新生児マススクリーニングとは、生まれつきの代謝の病気を見つけるために行われる検査です。通常生後5日目前後に採血を行います。かかとからの少量の採血で検査可能です。
近年、新生児マススクリーニングで検査できる病気は増加傾向にあり、代謝以外の病気も加わるようになっています(拡大新生児スクリーニング検査)。
新生児マススクリーニング対象疾患の特徴
新生児マススクリーニングで検査する病気のほとんどは、最初の時点では見た目や診察でわかりづらく、まれな病気のため小児科医であっても実際に診療経験がない医師も多いという特徴があります。そのため検査がなかった時代には、診断までにとても時間がかかり、疾患によっては症状が出てから診断までに十年以上かかるものもあります。

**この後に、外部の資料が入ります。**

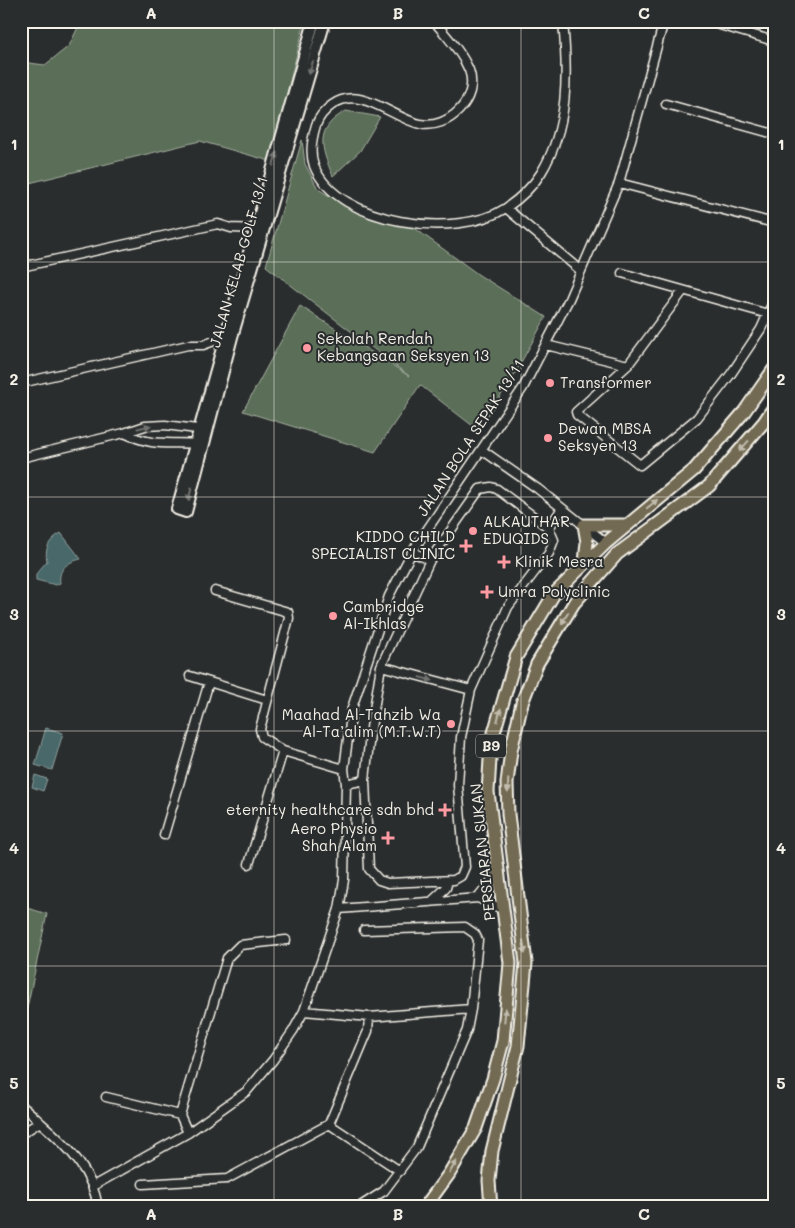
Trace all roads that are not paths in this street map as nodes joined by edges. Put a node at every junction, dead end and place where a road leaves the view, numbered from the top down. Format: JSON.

その一方で、早期発見・早期治療が重要な疾患がほとんどであり、早めに見つけてあげることがその子の将来に大きな影響を与えます。
代謝の病気とは?
代謝というのは、食べたものを必要なエネルギーに変え、不要な部分は身体から排出する過程のことです。代謝に異常があると、必要なエネルギーが生み出されなかったり、不用品が身体に蓄積したりして、様々な身体の不調を引き起こします。発達に遅れがみられたり、けいれんや意識障害、呼吸障害などの急変で救急外来を受診したりすることもあります。
新生児マススクリーニング陽性は病気確定??
「検査陽性=診断確定」ではなく、専門医療機関での詳しい検査を行ったあとに正式な判断が行われます。どんな検査にも偽陽性・偽陰性はあります。

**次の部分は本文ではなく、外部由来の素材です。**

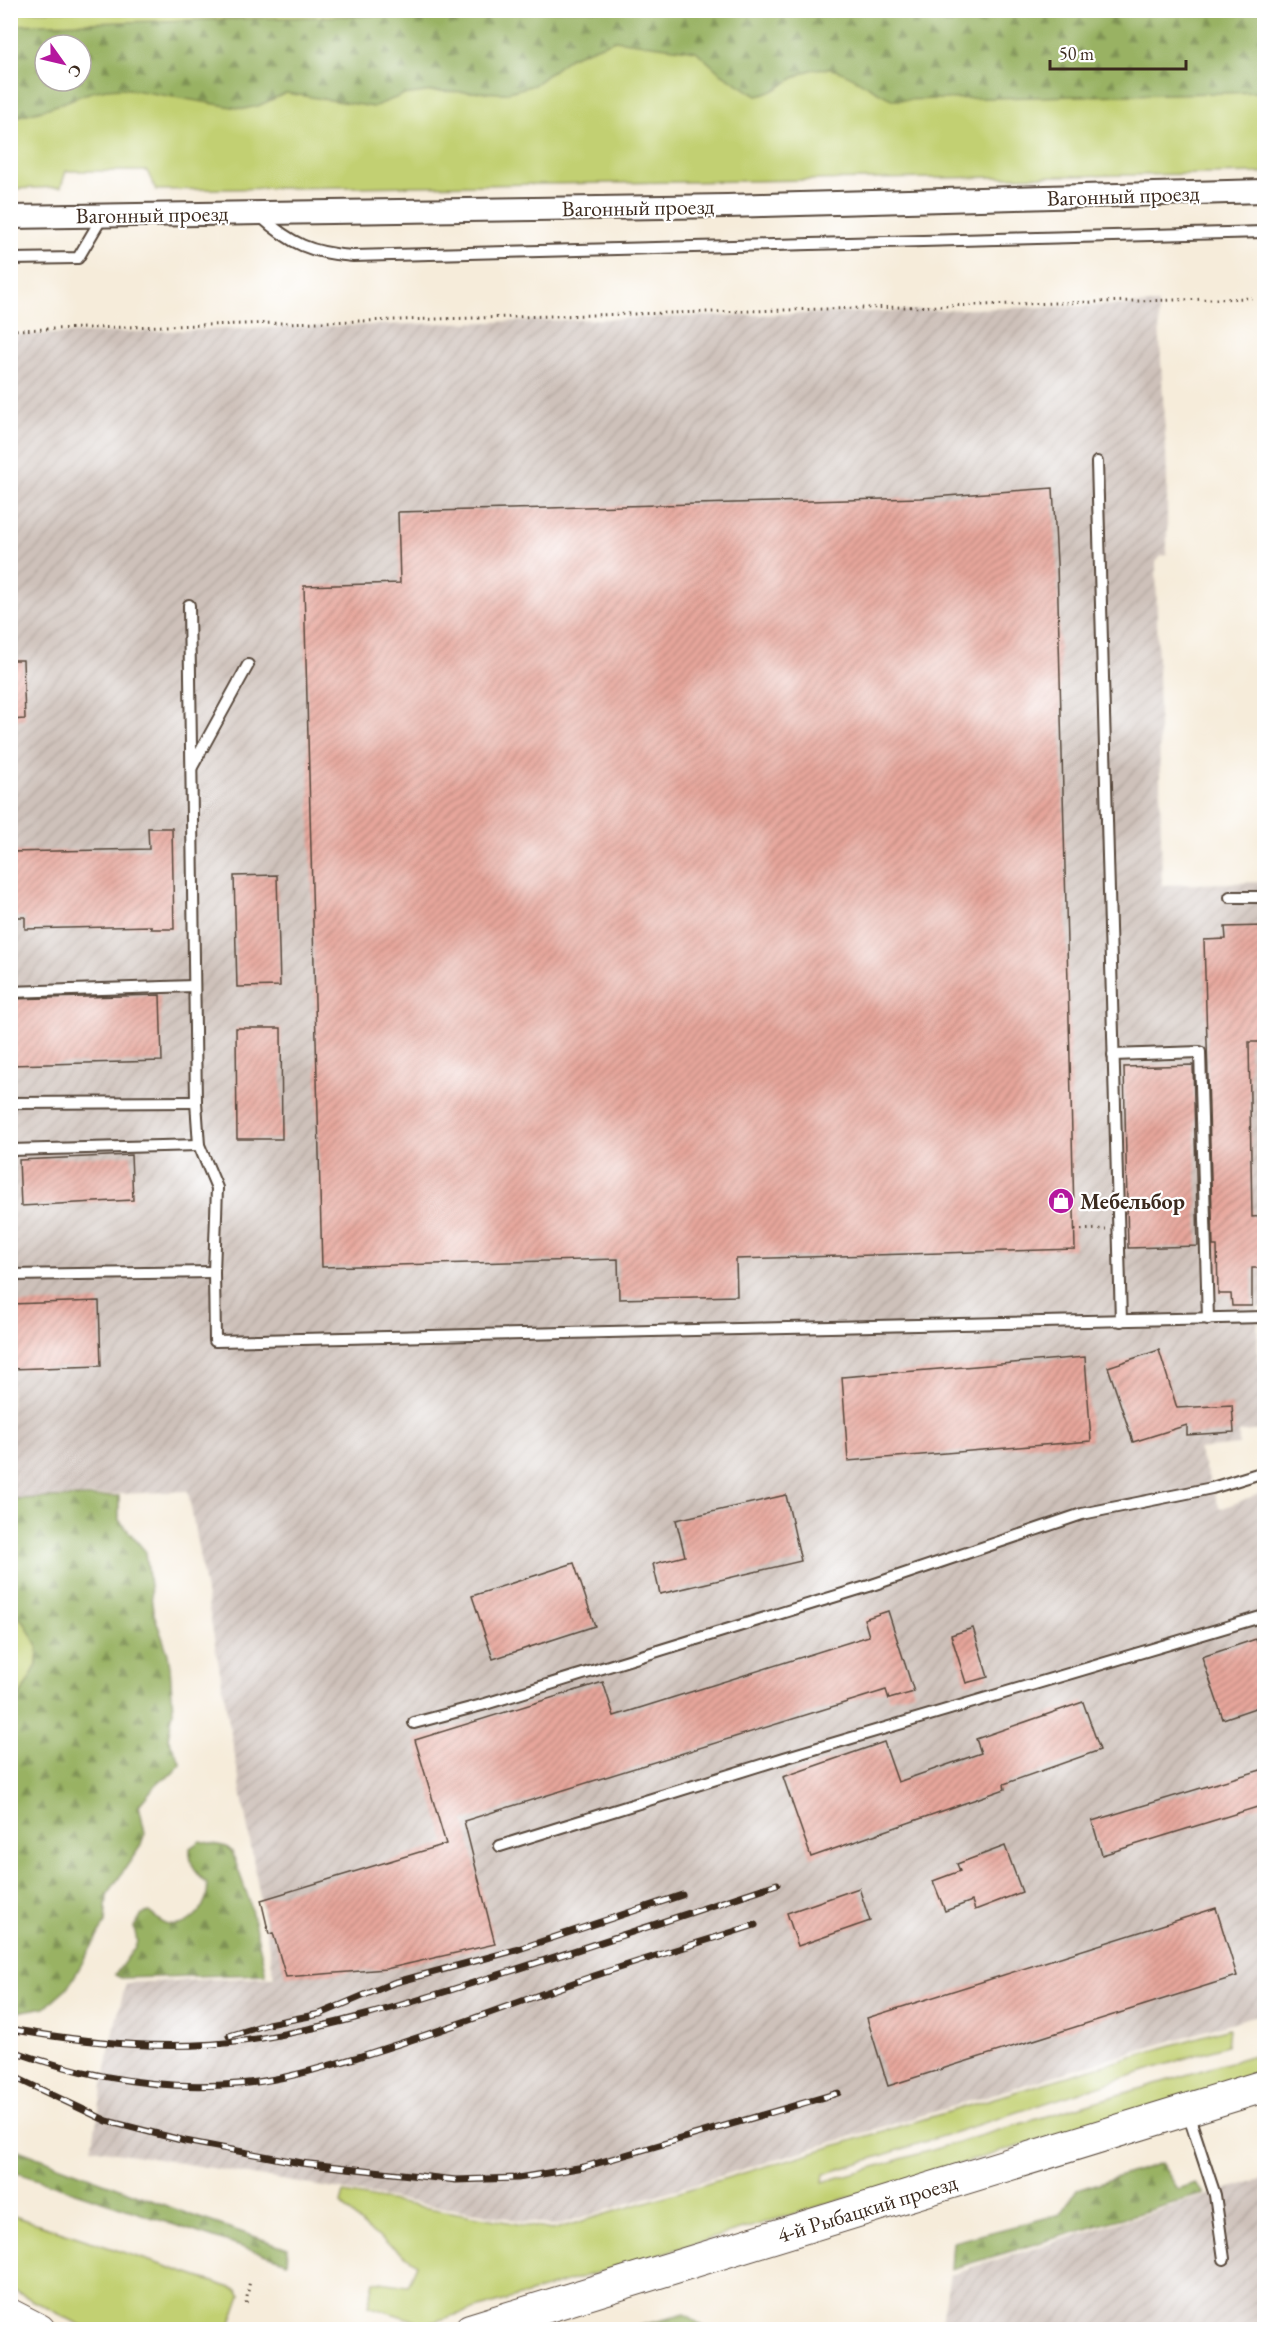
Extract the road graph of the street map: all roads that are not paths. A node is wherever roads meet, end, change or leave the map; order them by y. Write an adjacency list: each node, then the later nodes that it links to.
1 (1264, 191): 2 (street, Вагонный проезд)
2 (255, 212): 3 (street, Вагонный проезд); 5 (lane)
3 (104, 214): 4 (street, Вагонный проезд); 6 (lane)
4 (10, 217)
5 (1264, 232)
6 (10, 259)
7 (1097, 462): 15 (lane)
8 (189, 605): 10 (lane)
9 (248, 665): 10 (lane)
10 (191, 769): 13 (lane)
11 (1230, 897): 12 (lane)
12 (1264, 897)
13 (194, 986): 14 (lane); 16 (lane)
14 (10, 992)
15 (1113, 1055): 23 (lane); 24 (lane)
16 (195, 1102): 17 (lane); 18 (lane)
17 (10, 1103)
18 (199, 1145): 19 (lane); 20 (lane)
19 (10, 1150)
20 (214, 1272): 21 (lane); 24 (lane)
21 (10, 1275)
22 (1264, 1317): 23 (lane)
23 (1209, 1319): 24 (lane)
24 (1121, 1321)
25 (1264, 1472): 27 (lane)
26 (1264, 1616): 28 (lane)
27 (414, 1723)
28 (500, 1846)
29 (1264, 2086): 30 (street, 4-й Рыбацкий проезд)
30 (1187, 2110): 31 (lane); 34 (street, 4-й Рыбацкий проезд)
31 (1224, 2259)
32 (10, 2315): 33 (street)
33 (39, 2330)
34 (470, 2330)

- 偽陽性:本当は病気じゃないのに、検査では異常となること
- 偽陰性:本当は病気なのに、検査では正常となること
偽陽性の低い検査を作ろうとすれば偽陰性は高くなり、偽陰性の低い検査を作ろうとすれば偽陽性は高くなるという関係になっているので、偽陽性も偽陰性も低い検査というのを作ることはなかなか難しいものです。見逃しをゼロに近づけるためには偽陰性をとにかく下げることが重要ですが、そうすると偽陽性の患者がむやみやたらと増えることになります。ちょうどいい塩梅の検査を作るためには、一定数の偽陽性・偽陰性が存在します。

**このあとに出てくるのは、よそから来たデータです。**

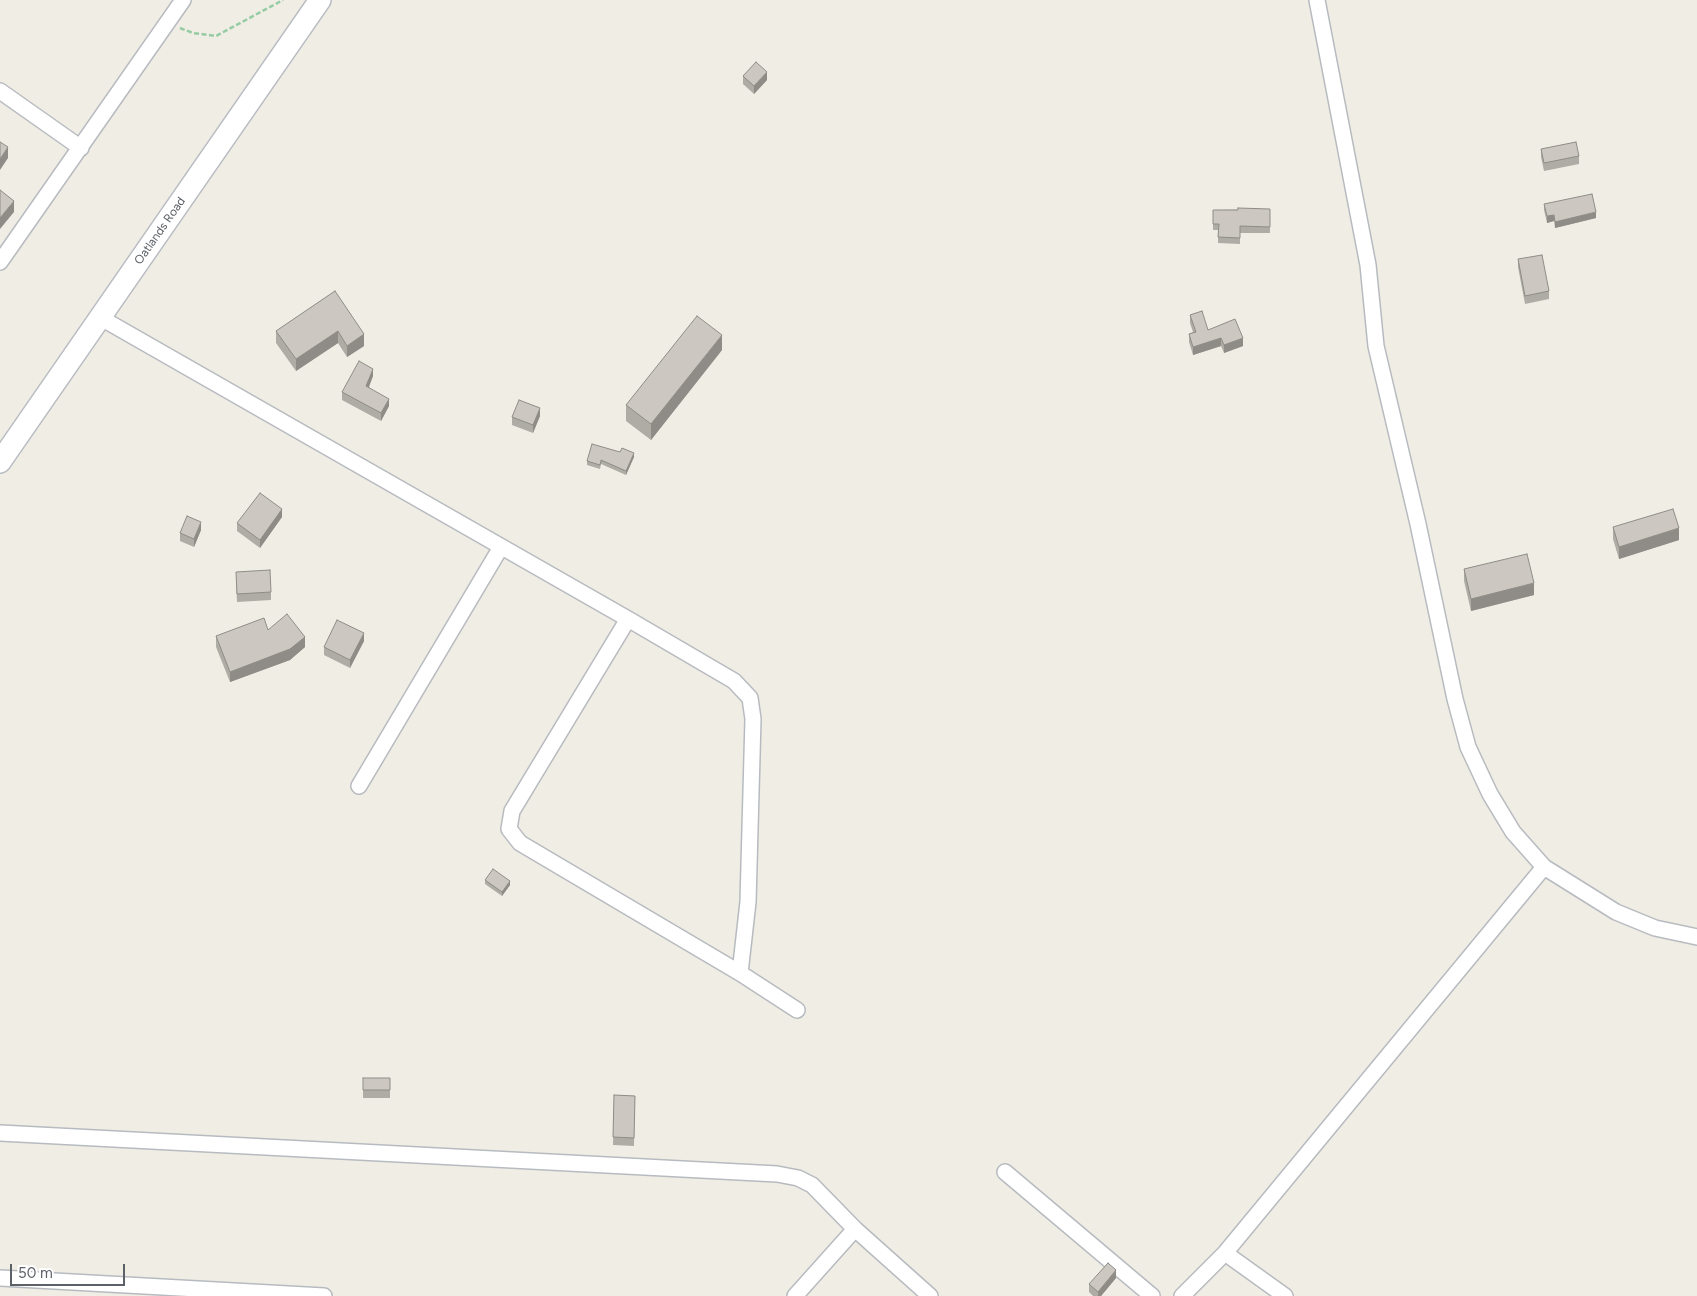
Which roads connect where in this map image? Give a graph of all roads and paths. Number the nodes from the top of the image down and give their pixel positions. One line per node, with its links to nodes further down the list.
1 (183, 0): 5 (street)
2 (283, 0): 5 (path)
3 (320, 0): 9 (street, Oatlands Road)
4 (1317, 0): 14 (street)
5 (167, 23): 7 (street)
6 (0, 91): 7 (street)
7 (81, 148): 8 (street)
8 (0, 262)
9 (101, 318): 10 (street, Oatlands Road); 11 (street)
10 (0, 462)
11 (501, 547): 12 (street); 13 (street)
12 (628, 618): 16 (street); 16 (street)
13 (359, 786)
14 (1544, 867): 15 (street); 21 (street)
15 (1697, 937)
16 (740, 974): 17 (street)
17 (797, 1010)
18 (0, 1133): 20 (street)
19 (1005, 1172): 26 (street)
20 (855, 1230): 24 (street); 25 (street)
21 (1224, 1253): 27 (street); 28 (street)
22 (0, 1278): 23 (street)
23 (324, 1296)
24 (795, 1296)
25 (930, 1296)
26 (1152, 1296)
27 (1182, 1296)
28 (1285, 1296)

検査で陽性と出れば親御さんの心配やストレスはとても大きいと思いますが、偽陽性の可能性も十分あります。落ち着いて専門医療機関での検査の結果を待ちましょう。
最後に
新生児マススクリーニングの検査は義務ではなく任意ですが、日本で生まれるお子さんのほぼ100%が受けています。一方で、新しく追加された疾患まで検査できる拡大版の新生児マススクリーニングは、費用が発生することもあり、100%近い実施率とは言えません。ただし、検査の対象となる疾患は早期発見・早期治療が重要なものばかりで、診断の遅れがお子さんの一生に影響を及ぼす可能性があるので、受けることが大切であると考えます。